◆ Problem to solve ◆
A faithful copy of all the data is the goal; omit the pictures.

◆ Supplied material ◆
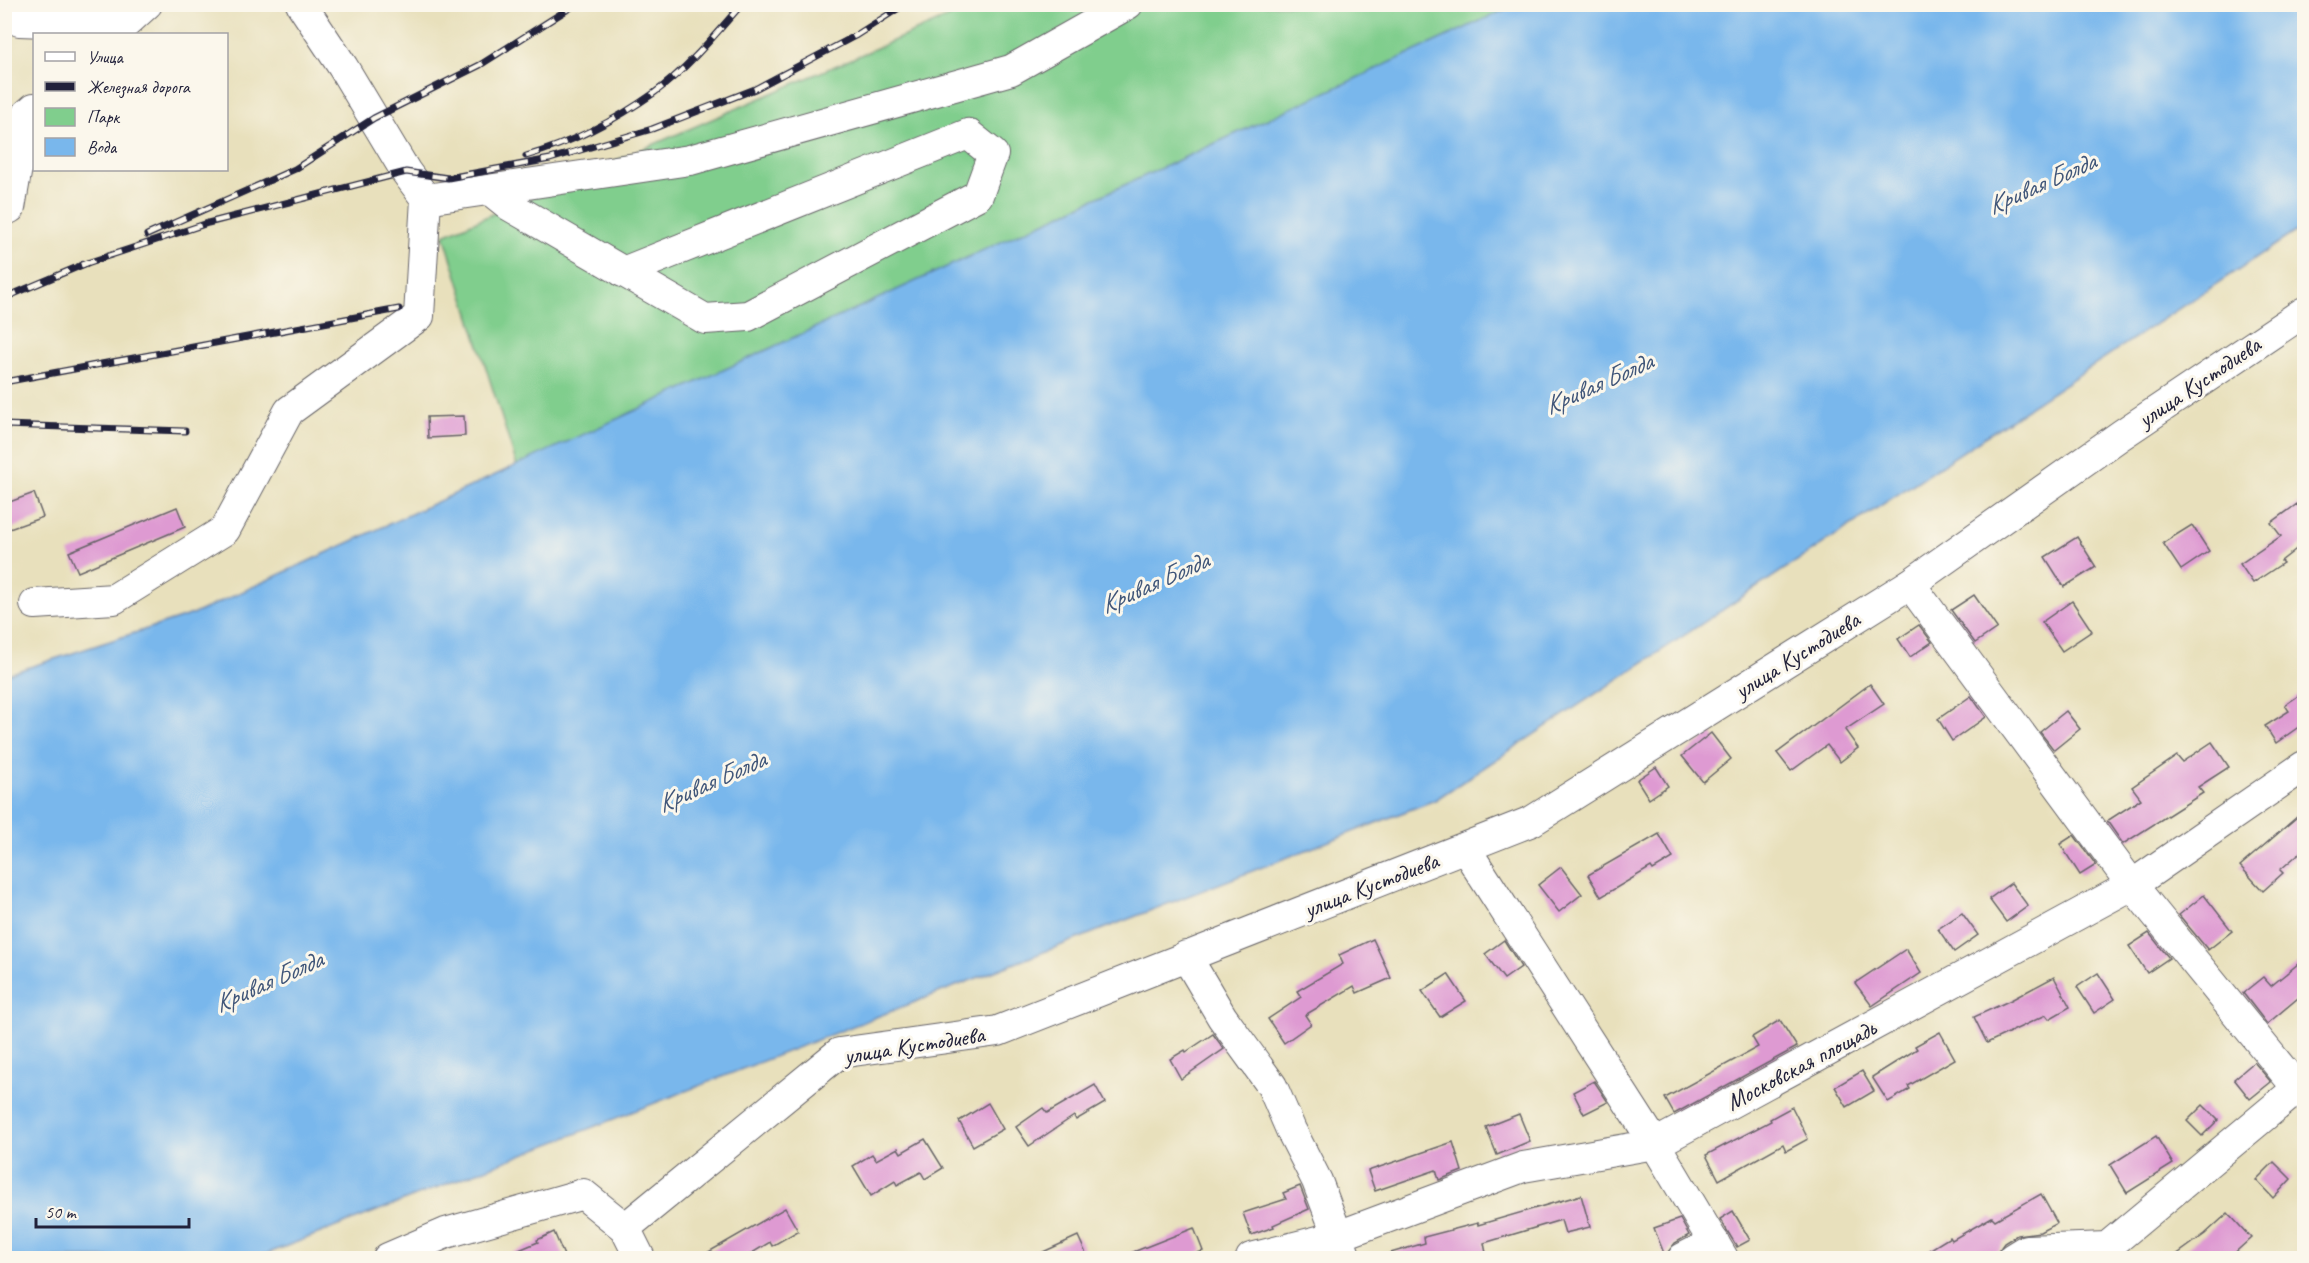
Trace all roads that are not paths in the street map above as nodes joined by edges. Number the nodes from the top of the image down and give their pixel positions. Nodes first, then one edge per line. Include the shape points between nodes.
1 (147, 4) edge
2 (301, 4) edge
3 (1128, 4) edge
4 (4, 13) edge
5 (118, 30) edge
6 (33, 109) edge
7 (490, 190) junction
8 (426, 199) junction
9 (4, 211) edge
10 (623, 272) junction
11 (2304, 312) edge
12 (1910, 584) junction
13 (35, 604) dead end
14 (2304, 766) edge
15 (1465, 848) junction
16 (2132, 885) junction
17 (1186, 956) junction
18 (2302, 1087) edge
19 (1655, 1144) junction
20 (625, 1228) junction
21 (1342, 1247) edge
22 (1718, 1250) edge
23 (2109, 1253) edge
24 (388, 1258) edge
25 (640, 1258) edge
26 (1251, 1258) edge
27 (1683, 1258) edge
28 (2013, 1258) edge

1 - 5 street
2 - 8 street
3 - 7 street via 1011,70 690,160
4 - 5 street via 19,21
6 - 9 street via 26,115 10,208
7 - 8 street
7 - 10 street via 510,206
8 - 13 street via 419,316 289,411 225,530 114,599
10 - 10 street via 705,319 748,315 978,195 993,154 968,134
11 - 12 street, улица Кустодиева
12 - 15 street, улица Кустодиева via 1532,821
12 - 16 street
14 - 16 street, Московская площадь
15 - 17 street, улица Кустодиева
15 - 19 street
16 - 18 street
16 - 19 street, Московская площадь
17 - 20 street, улица Кустодиева via 998,1031 838,1053
17 - 21 street via 1222,1017 1272,1086 1317,1181
18 - 23 street
19 - 21 street, Московская площадь via 1523,1167
19 - 22 street
20 - 24 street via 583,1194 446,1233
20 - 25 street
21 - 26 street, Московская площадь
22 - 27 street
23 - 28 street via 2026,1250

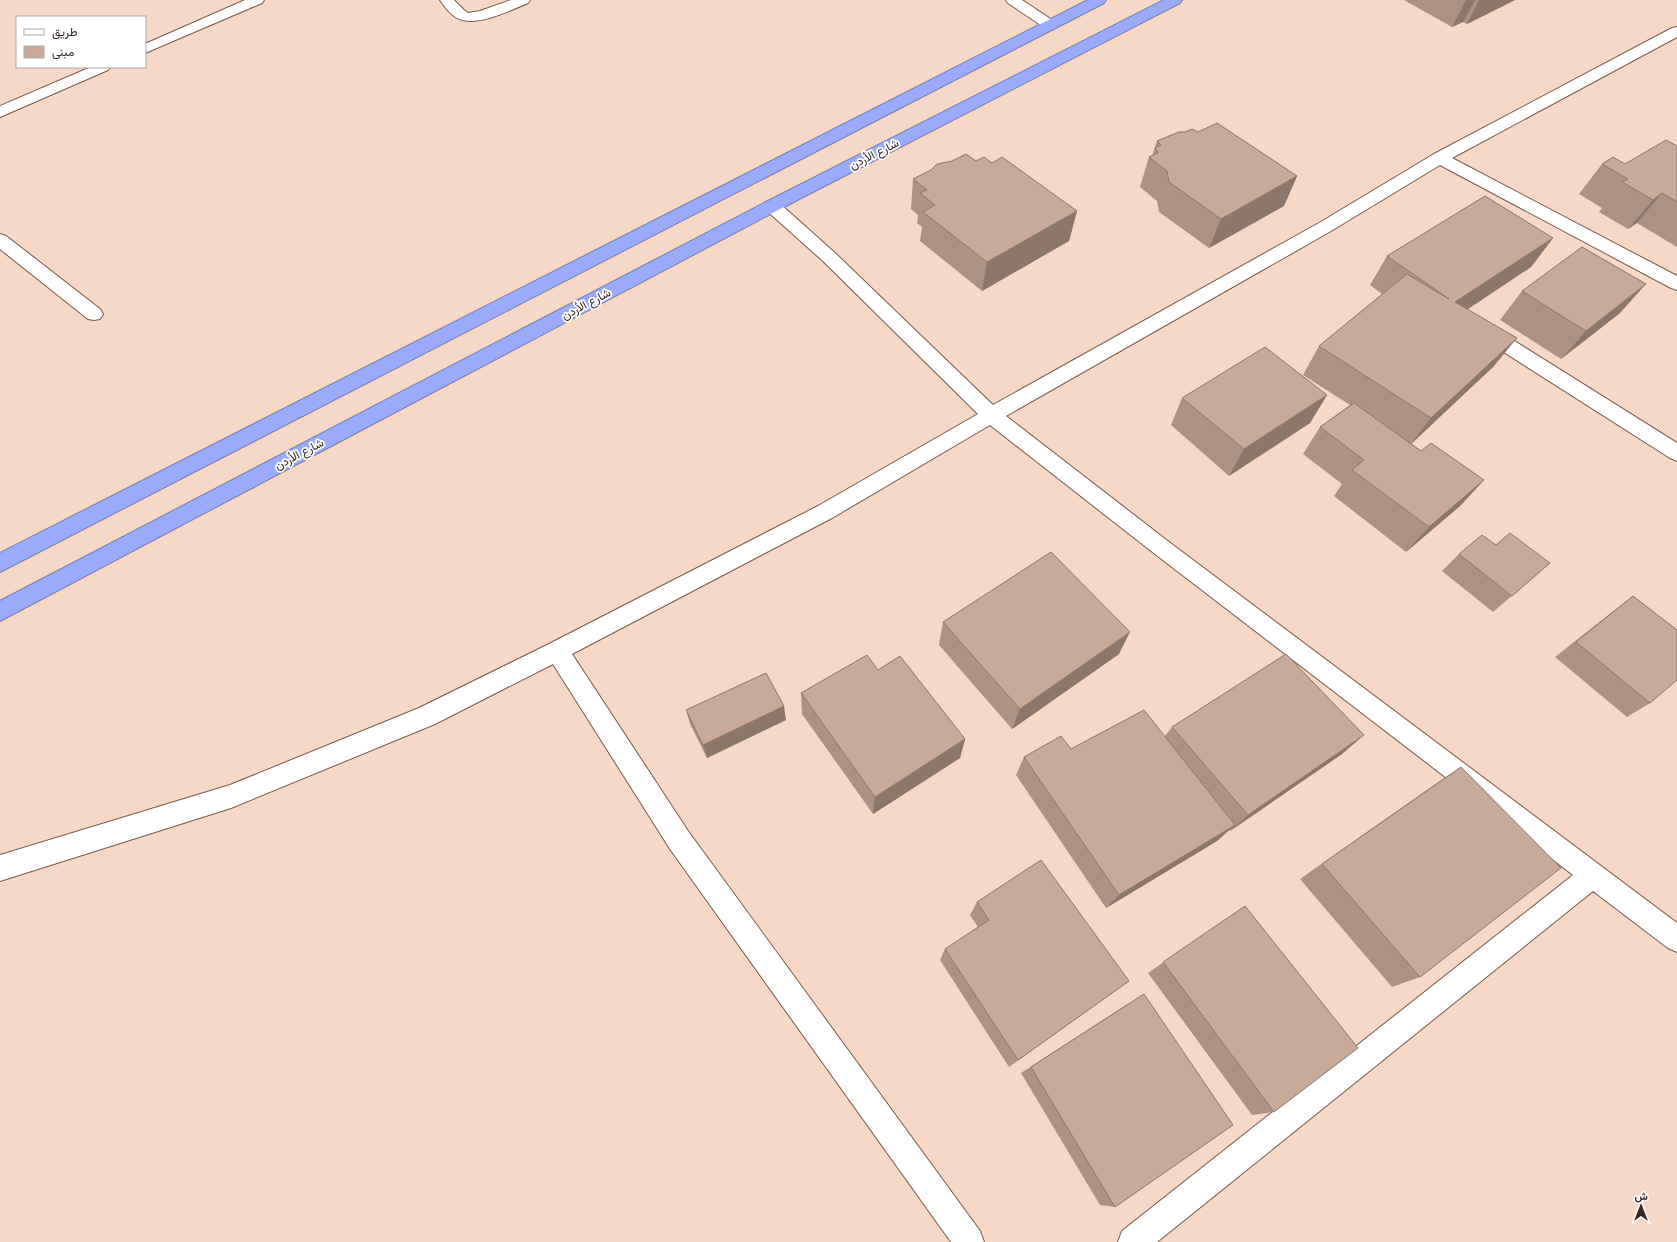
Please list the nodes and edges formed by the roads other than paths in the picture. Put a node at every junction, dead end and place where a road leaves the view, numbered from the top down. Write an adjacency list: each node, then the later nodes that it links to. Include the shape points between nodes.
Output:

◆ Final answer ◆
Trace all roads that are not paths in the street map above as nodes joined by edges. Number the nodes from the top of the image down and give their pixel positions. Nodes first, then one edge per line. Include the shape points between nodes.
1 (147, 4) edge
2 (301, 4) edge
3 (1128, 4) edge
4 (4, 13) edge
5 (118, 30) edge
6 (33, 109) edge
7 (490, 190) junction
8 (426, 199) junction
9 (4, 211) edge
10 (623, 272) junction
11 (2304, 312) edge
12 (1910, 584) junction
13 (35, 604) dead end
14 (2304, 766) edge
15 (1465, 848) junction
16 (2132, 885) junction
17 (1186, 956) junction
18 (2302, 1087) edge
19 (1655, 1144) junction
20 (625, 1228) junction
21 (1342, 1247) edge
22 (1718, 1250) edge
23 (2109, 1253) edge
24 (388, 1258) edge
25 (640, 1258) edge
26 (1251, 1258) edge
27 (1683, 1258) edge
28 (2013, 1258) edge

1 - 5 street
2 - 8 street
3 - 7 street via 1011,70 690,160
4 - 5 street via 19,21
6 - 9 street via 26,115 10,208
7 - 8 street
7 - 10 street via 510,206
8 - 13 street via 419,316 289,411 225,530 114,599
10 - 10 street via 705,319 748,315 978,195 993,154 968,134
11 - 12 street, улица Кустодиева
12 - 15 street, улица Кустодиева via 1532,821
12 - 16 street
14 - 16 street, Московская площадь
15 - 17 street, улица Кустодиева
15 - 19 street
16 - 18 street
16 - 19 street, Московская площадь
17 - 20 street, улица Кустодиева via 998,1031 838,1053
17 - 21 street via 1222,1017 1272,1086 1317,1181
18 - 23 street
19 - 21 street, Московская площадь via 1523,1167
19 - 22 street
20 - 24 street via 583,1194 446,1233
20 - 25 street
21 - 26 street, Московская площадь
22 - 27 street
23 - 28 street via 2026,1250

Please list the nodes and edges formed by the roads other than paths in the picture. Put a node at every junction, dead end and place where a road leaves the view, numbered from the top down. Write an adjacency list: each node, then the later nodes that it links to. Include the shape points between nodes.
Output:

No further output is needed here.